◆ TASK ITEM ◆
From the data, return each line holding the word "御所香芝線旧道".

** EXERCISE DATA follows **

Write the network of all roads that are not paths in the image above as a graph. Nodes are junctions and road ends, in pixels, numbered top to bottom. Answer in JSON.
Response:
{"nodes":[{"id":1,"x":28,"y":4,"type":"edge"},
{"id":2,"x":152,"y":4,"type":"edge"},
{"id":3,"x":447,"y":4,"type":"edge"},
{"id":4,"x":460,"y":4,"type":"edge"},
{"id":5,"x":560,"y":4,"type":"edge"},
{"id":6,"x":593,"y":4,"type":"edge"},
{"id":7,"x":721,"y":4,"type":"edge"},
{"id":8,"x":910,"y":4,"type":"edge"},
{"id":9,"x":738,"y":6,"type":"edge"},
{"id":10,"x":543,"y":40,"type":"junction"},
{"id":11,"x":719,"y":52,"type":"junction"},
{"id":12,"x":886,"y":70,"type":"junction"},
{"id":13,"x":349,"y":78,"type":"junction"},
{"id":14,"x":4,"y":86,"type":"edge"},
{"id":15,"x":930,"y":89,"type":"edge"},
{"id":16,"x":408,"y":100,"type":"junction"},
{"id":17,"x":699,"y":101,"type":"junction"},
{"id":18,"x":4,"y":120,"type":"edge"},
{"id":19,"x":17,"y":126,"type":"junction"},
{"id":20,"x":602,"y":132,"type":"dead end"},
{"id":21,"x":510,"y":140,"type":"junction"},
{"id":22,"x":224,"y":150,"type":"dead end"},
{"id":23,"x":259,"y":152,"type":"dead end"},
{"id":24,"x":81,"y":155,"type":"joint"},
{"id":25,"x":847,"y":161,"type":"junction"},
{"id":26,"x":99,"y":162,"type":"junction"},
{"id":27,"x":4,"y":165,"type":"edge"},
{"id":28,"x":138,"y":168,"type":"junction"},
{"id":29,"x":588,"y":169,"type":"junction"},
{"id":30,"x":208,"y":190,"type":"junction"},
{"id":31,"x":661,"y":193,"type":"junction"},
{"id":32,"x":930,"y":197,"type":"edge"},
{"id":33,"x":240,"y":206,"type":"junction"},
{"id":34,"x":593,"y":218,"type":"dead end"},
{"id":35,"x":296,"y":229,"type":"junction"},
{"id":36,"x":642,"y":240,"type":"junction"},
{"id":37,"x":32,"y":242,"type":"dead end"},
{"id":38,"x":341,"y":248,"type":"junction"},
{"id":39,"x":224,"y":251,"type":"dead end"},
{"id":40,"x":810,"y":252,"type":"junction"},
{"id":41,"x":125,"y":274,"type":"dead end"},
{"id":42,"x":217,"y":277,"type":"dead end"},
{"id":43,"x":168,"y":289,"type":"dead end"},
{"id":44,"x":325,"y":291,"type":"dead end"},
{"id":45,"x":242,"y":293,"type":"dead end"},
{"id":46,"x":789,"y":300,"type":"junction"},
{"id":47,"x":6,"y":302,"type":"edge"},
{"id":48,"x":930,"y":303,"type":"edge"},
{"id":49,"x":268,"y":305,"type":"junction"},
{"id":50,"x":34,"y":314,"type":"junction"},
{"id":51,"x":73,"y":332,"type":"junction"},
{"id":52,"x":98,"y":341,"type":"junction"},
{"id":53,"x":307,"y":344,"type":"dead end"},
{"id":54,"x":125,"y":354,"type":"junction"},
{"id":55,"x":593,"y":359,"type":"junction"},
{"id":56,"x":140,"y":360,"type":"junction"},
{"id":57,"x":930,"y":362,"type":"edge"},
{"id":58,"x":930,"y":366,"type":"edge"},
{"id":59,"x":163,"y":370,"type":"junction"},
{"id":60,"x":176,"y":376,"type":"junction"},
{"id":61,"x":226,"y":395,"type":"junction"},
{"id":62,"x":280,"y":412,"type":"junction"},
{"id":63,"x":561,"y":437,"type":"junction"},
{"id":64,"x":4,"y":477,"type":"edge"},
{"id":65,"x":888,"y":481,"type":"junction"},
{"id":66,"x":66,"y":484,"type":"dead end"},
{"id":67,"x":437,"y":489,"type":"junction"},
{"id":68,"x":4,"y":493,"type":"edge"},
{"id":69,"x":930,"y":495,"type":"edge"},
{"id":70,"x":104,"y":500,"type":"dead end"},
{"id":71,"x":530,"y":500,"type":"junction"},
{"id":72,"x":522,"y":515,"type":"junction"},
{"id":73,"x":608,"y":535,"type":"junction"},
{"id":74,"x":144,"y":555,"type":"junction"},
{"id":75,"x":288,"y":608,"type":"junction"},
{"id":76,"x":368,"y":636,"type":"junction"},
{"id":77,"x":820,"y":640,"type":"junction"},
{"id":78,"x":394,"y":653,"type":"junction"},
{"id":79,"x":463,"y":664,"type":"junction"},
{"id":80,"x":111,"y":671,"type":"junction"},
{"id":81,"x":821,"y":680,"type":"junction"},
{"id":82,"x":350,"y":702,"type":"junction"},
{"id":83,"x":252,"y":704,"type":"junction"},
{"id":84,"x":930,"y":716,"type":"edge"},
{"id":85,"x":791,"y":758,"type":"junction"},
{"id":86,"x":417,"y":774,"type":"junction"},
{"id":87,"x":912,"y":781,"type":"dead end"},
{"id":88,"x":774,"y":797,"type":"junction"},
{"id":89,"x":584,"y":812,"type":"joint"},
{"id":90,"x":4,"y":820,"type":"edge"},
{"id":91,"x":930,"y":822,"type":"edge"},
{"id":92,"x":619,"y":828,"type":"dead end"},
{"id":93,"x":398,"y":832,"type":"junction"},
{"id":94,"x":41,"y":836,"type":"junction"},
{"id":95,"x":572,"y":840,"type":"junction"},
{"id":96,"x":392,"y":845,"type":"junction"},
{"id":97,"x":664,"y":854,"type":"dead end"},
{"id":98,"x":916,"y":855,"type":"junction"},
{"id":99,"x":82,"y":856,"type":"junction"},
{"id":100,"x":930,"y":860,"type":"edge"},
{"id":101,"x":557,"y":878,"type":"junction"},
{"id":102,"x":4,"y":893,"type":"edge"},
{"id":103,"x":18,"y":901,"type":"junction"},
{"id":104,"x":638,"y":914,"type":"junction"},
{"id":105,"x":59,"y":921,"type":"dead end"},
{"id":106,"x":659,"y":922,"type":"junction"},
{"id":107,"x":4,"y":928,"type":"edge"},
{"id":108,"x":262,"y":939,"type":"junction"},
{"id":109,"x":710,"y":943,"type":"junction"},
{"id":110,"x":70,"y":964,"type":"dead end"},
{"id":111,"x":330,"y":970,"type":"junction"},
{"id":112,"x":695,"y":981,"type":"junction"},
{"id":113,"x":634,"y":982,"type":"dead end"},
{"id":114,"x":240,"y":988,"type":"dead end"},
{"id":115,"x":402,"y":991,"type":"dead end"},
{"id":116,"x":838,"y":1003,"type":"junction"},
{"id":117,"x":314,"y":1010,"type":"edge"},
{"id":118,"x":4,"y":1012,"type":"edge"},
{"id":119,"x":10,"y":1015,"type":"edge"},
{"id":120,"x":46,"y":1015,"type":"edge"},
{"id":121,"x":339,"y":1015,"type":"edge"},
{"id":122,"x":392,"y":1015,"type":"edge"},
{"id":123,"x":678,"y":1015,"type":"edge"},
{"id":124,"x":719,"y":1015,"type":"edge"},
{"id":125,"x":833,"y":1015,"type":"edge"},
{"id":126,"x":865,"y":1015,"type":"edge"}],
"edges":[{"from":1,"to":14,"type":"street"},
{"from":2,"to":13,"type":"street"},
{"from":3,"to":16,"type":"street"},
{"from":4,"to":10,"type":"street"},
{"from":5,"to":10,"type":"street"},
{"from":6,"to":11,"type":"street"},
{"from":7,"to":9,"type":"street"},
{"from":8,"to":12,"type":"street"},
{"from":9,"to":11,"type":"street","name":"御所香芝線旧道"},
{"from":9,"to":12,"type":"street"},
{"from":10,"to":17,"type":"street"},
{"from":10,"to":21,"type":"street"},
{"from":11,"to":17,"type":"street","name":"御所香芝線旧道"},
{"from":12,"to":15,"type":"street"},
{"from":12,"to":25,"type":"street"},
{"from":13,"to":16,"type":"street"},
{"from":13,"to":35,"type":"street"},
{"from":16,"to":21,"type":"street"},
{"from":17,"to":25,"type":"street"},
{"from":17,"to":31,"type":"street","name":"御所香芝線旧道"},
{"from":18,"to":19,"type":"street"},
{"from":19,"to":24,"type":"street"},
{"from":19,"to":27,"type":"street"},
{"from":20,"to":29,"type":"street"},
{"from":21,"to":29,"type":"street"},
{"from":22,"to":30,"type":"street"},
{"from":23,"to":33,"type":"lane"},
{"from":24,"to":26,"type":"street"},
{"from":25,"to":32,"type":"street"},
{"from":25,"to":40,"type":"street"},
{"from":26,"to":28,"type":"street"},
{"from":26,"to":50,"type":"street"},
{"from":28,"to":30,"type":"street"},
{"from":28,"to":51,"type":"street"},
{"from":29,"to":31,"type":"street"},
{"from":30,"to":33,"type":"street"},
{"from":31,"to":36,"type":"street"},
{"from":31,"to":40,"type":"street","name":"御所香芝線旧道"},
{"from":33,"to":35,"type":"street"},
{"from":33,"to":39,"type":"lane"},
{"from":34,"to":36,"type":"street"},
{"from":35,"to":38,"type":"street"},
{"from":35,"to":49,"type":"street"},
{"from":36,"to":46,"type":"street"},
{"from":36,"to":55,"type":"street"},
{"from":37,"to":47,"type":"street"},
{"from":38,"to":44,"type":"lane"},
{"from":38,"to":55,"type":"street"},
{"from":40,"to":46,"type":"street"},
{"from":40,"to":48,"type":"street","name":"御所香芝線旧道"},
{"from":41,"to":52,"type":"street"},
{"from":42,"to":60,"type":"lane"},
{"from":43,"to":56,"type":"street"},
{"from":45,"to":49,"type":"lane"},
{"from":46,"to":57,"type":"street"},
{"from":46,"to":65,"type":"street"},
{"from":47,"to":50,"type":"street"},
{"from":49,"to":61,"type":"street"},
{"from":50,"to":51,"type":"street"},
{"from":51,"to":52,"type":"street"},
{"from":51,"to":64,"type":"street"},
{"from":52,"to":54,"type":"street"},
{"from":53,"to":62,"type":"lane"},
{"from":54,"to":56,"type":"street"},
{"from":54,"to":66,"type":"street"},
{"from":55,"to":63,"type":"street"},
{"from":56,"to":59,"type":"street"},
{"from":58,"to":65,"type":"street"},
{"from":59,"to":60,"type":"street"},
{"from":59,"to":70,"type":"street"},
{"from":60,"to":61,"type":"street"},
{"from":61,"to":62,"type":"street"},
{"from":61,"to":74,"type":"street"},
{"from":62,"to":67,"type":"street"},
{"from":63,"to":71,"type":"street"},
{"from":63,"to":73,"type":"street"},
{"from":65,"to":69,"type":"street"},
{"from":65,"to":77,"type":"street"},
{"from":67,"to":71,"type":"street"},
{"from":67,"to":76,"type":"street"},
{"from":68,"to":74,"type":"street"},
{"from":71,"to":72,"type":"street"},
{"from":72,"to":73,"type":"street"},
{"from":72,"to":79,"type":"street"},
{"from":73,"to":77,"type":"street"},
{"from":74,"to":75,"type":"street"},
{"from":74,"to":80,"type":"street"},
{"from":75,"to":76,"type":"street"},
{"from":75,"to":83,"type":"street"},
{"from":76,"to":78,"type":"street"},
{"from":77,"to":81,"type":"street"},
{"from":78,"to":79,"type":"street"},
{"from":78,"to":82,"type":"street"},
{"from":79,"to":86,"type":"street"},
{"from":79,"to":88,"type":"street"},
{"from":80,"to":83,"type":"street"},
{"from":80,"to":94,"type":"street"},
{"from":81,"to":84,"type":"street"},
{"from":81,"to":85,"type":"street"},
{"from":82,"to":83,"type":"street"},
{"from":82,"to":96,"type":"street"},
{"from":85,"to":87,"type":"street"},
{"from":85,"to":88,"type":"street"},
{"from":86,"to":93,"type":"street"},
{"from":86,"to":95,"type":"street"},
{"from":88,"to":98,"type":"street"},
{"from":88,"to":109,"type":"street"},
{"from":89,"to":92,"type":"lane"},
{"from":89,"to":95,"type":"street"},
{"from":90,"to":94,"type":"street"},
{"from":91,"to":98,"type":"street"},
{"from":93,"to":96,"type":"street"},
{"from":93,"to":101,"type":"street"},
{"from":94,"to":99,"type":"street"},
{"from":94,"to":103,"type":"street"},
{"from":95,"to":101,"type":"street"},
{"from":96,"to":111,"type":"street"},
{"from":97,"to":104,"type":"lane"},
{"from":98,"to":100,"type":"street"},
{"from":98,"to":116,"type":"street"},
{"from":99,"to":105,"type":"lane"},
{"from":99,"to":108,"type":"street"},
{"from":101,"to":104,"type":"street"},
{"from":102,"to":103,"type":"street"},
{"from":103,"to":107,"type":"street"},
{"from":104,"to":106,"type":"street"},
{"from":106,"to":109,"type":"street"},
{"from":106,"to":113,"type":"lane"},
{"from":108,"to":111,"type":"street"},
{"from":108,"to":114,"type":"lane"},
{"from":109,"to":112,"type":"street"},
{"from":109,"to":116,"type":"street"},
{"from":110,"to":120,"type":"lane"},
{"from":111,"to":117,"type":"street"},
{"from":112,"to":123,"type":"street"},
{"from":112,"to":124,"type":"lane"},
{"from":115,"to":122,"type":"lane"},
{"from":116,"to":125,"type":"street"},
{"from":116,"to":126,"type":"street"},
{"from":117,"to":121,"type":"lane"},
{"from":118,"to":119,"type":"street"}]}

** End of EXERCISE DATA **

◆ RESULT FOR THIS TASK ◆
{"from":9,"to":11,"type":"street","name":"御所香芝線旧道"},
{"from":11,"to":17,"type":"street","name":"御所香芝線旧道"},
{"from":17,"to":31,"type":"street","name":"御所香芝線旧道"},
{"from":31,"to":40,"type":"street","name":"御所香芝線旧道"},
{"from":40,"to":48,"type":"street","name":"御所香芝線旧道"},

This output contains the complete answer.